Kebetulan tiga hari menjelang pemilihan, ibu kota Madrid terguncang hebat oleh ledakan bom. Pagi itu, 11 Maret 2004, ketika orang bergegas ke kantor dengan menyesaki kereta api komuter, 10 ledakan menerpa 4 jaringan kereta. Sebanyak 191 penumpang tewas dan lebih 2000 orang cedera. Ini merupakan serangan teroris paling berdarah di negeri itu. Aparat keamanan menuduh Al-Qaidah lokal bertanggung jawab dalam bom Madrid. Aznar tersungkur dan Zapatero naik menggantikan. Tanpa pikir panjang ia tarik tentara Spanyol dari Iraq.

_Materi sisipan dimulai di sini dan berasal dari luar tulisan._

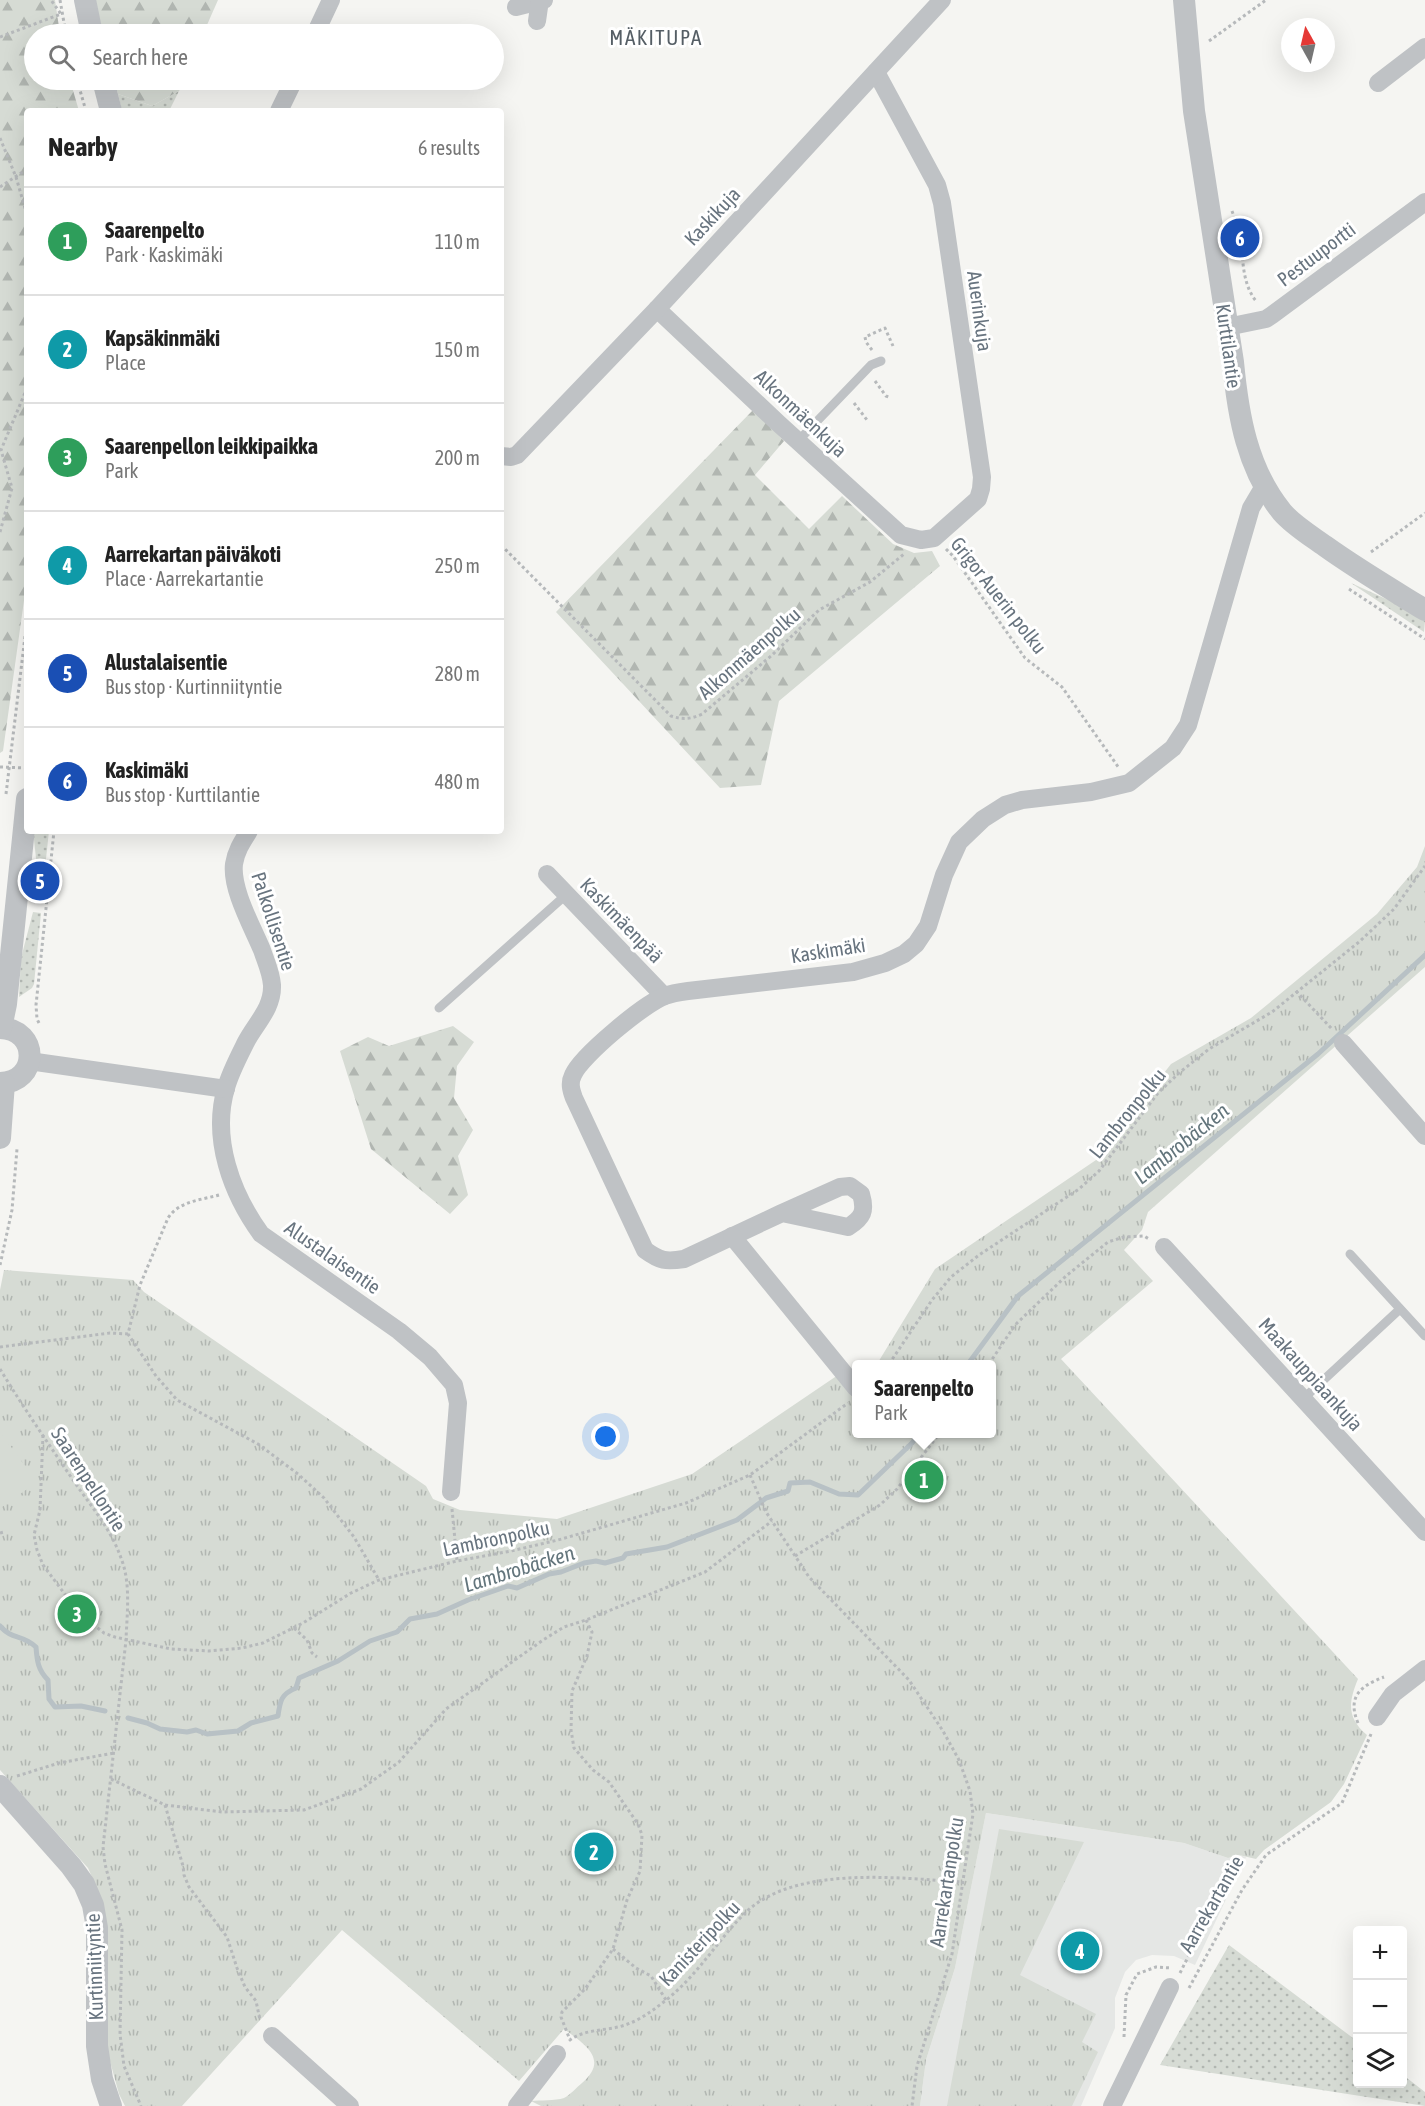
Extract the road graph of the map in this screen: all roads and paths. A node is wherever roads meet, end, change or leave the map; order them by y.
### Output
1 (51, 0) edge
2 (60, 0) edge
3 (85, 0) edge
4 (331, 0) edge
5 (541, 0) edge
6 (942, 0) edge
7 (1184, 0) edge
8 (1266, 0) edge
9 (516, 7) dead end
10 (61, 14) junction
11 (537, 21) dead end
12 (36, 24) edge
13 (64, 24) edge
14 (90, 24) edge
15 (320, 24) edge
16 (24, 29) edge
17 (0, 38) edge
18 (1425, 47) edge
19 (1188, 56) junction
20 (876, 72) junction
21 (1378, 83) dead end
22 (80, 90) edge
23 (106, 90) edge
24 (289, 90) edge
25 (85, 108) edge
26 (110, 108) edge
27 (280, 108) edge
28 (0, 138) edge
29 (24, 171) edge
30 (16, 177) junction
31 (0, 187) edge
32 (1425, 202) edge
33 (24, 205) edge
34 (657, 309) junction
35 (1227, 327) junction
36 (893, 346) dead end
37 (881, 361) joint
38 (882, 390) dead end
39 (846, 392) junction
40 (24, 395) edge
41 (891, 398) dead end
42 (867, 420) dead end
43 (798, 441) junction
44 (0, 451) edge
45 (506, 456) edge
46 (1264, 486) junction
47 (1425, 513) edge
48 (0, 532) edge
49 (927, 539) junction
50 (504, 548) edge
51 (1352, 566) junction
52 (1425, 610) edge
53 (24, 644) edge
54 (9, 766) junction
55 (0, 767) edge
56 (24, 768) edge
57 (1130, 783) junction
58 (24, 828) edge
59 (54, 834) edge
60 (247, 834) edge
61 (1425, 866) edge
62 (547, 874) dead end
63 (567, 894) junction
64 (1296, 991) junction
65 (664, 996) junction
66 (36, 1005) dead end
67 (439, 1008) dead end
68 (1330, 1026) dead end
69 (1, 1028) edge
70 (1343, 1043) dead end
71 (29, 1061) junction
72 (2, 1083) edge
73 (226, 1089) junction
74 (1425, 1136) edge
75 (9, 1140) edge
76 (235, 1190) junction
77 (782, 1213) dead end
78 (732, 1236) junction
79 (1164, 1247) joint
80 (1350, 1254) dead end
81 (0, 1265) edge
82 (1400, 1309) junction
83 (128, 1334) junction
84 (1425, 1336) edge
85 (0, 1347) edge
86 (892, 1360) edge
87 (992, 1360) edge
88 (0, 1369) edge
89 (852, 1395) edge
90 (852, 1397) edge
91 (1303, 1399) junction
92 (43, 1435) junction
93 (936, 1438) edge
94 (750, 1475) junction
95 (451, 1492) joint
96 (772, 1521) junction
97 (1425, 1532) edge
98 (795, 1556) junction
99 (457, 1561) junction
100 (379, 1580) junction
101 (586, 1620) junction
102 (294, 1628) junction
103 (126, 1640) junction
104 (317, 1657) dead end
105 (1425, 1669) edge
106 (1377, 1717) joint
107 (114, 1753) junction
108 (111, 1779) junction
109 (8, 1781) edge
110 (109, 1793) dead end
111 (165, 1805) junction
112 (1239, 1856) dead end
113 (962, 1882) junction
114 (613, 1949) junction
115 (1179, 1985) junction
116 (1128, 1988) dead end
117 (666, 2000) junction
118 (260, 2020) dead end
119 (272, 2036) dead end
120 (1124, 2039) dead end
121 (557, 2054) dead end
122 (111, 2106) edge
123 (350, 2106) edge
124 (517, 2106) edge
125 (912, 2106) edge
126 (1112, 2106) edge

1 - 10 path
2 - 10 path
3 - 14 street
4 - 15 street
5 - 9 street
5 - 11 street
6 - 20 street, Kaskikuja
7 - 19 street, Kurttilantie
8 - 19 path
10 - 12 path
10 - 13 path
16 - 17 path
18 - 21 street
19 - 35 street, Kurttilantie
20 - 34 street, Kaskikuja
20 - 49 street, Auerinkuja
22 - 25 path
23 - 26 street
24 - 27 street
28 - 30 path
29 - 30 path
30 - 31 path
30 - 33 path
32 - 35 street, Pestuuportti
34 - 43 street, Alkonmäenkuja
34 - 45 street, Kaskikuja
35 - 46 street, Kurttilantie
36 - 37 path
37 - 39 lane
38 - 41 path
39 - 42 path
39 - 43 lane
40 - 44 path
43 - 49 street, Alkonmäenkuja
44 - 48 path
46 - 51 street, Kurttilantie
46 - 57 street, Kaskimäki
47 - 51 path
49 - 50 path, Alkonmäenpolku
49 - 57 path, Grigor Auerin polku
51 - 52 street, Kurttilantie
53 - 54 path
54 - 55 path
54 - 56 path
57 - 65 street, Kaskimäki
58 - 69 street
59 - 66 path
60 - 73 street, Palkollisentie
61 - 64 path, Lambronpolku
62 - 63 street, Kaskimäenpää
63 - 65 street, Kaskimäenpää
63 - 67 lane
64 - 68 path
64 - 86 path, Lambronpolku
65 - 78 street, Kaskimäki
69 - 71 street
70 - 74 street
71 - 72 street
71 - 73 street
72 - 75 street
73 - 76 street, Alustalaisentie
75 - 81 path
76 - 83 path
76 - 95 street, Alustalaisentie
77 - 78 street, Kaskimäki
78 - 89 street
79 - 87 path
79 - 91 street, Maakauppiaankuja
80 - 82 lane
82 - 84 lane
82 - 91 lane
83 - 85 path
83 - 100 path
88 - 92 path, Saarenpellontie
90 - 94 path, Lambronpolku
91 - 97 street, Maakauppiaankuja
92 - 103 path, Saarenpellontie
92 - 103 path, Lambronpolku
93 - 98 path
94 - 96 path, Aarrekartanpolku
94 - 99 path, Lambronpolku
95 - 99 path
96 - 98 path, Aarrekartanpolku
96 - 101 path
98 - 113 path, Aarrekartanpolku
99 - 100 path, Lambronpolku
100 - 102 path, Lambronpolku
101 - 111 path
101 - 114 path
102 - 103 path, Lambronpolku
102 - 104 path
103 - 107 path, Saarenpellontie
105 - 106 street
106 - 115 path, Aarrekartantie
107 - 108 path, Saarenpellontie
107 - 109 path
108 - 110 path, Saarenpellontie
108 - 111 path
109 - 122 street, Kurtinniityntie
111 - 118 path
112 - 115 path
113 - 117 path, Kanisteripolku
113 - 125 path, Aarrekartanpolku
114 - 117 path
114 - 117 path, Kanisteripolku
115 - 126 street
116 - 120 path
119 - 123 street
121 - 124 street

Korban lain, Perdana Menteri Italia Silvio Berlusconi. Konglomerat media dan pemilik klub sepak bola AC Milan itu dikalahkan Romano Prodi dalam Pemilu tahun 2006 lalu. Semua orang Italia tahu bagaimana dekatnya Berlusconi dengan Bush.

Kemudian menyusul Perdana Menteri Inggris Tony Blair. Kalau Howard diejek sebagai sheriff di Asia, Blair lebih malang: ia dapat julukan poodle-nya Bush. Setiap ada demo anti-perang Iraq di London atau kota lain, selalu ada poster bergambar Presiden Bush menyeret seekor anjing kecil berbulu panjang dengan tempelan wajah Tony Blair.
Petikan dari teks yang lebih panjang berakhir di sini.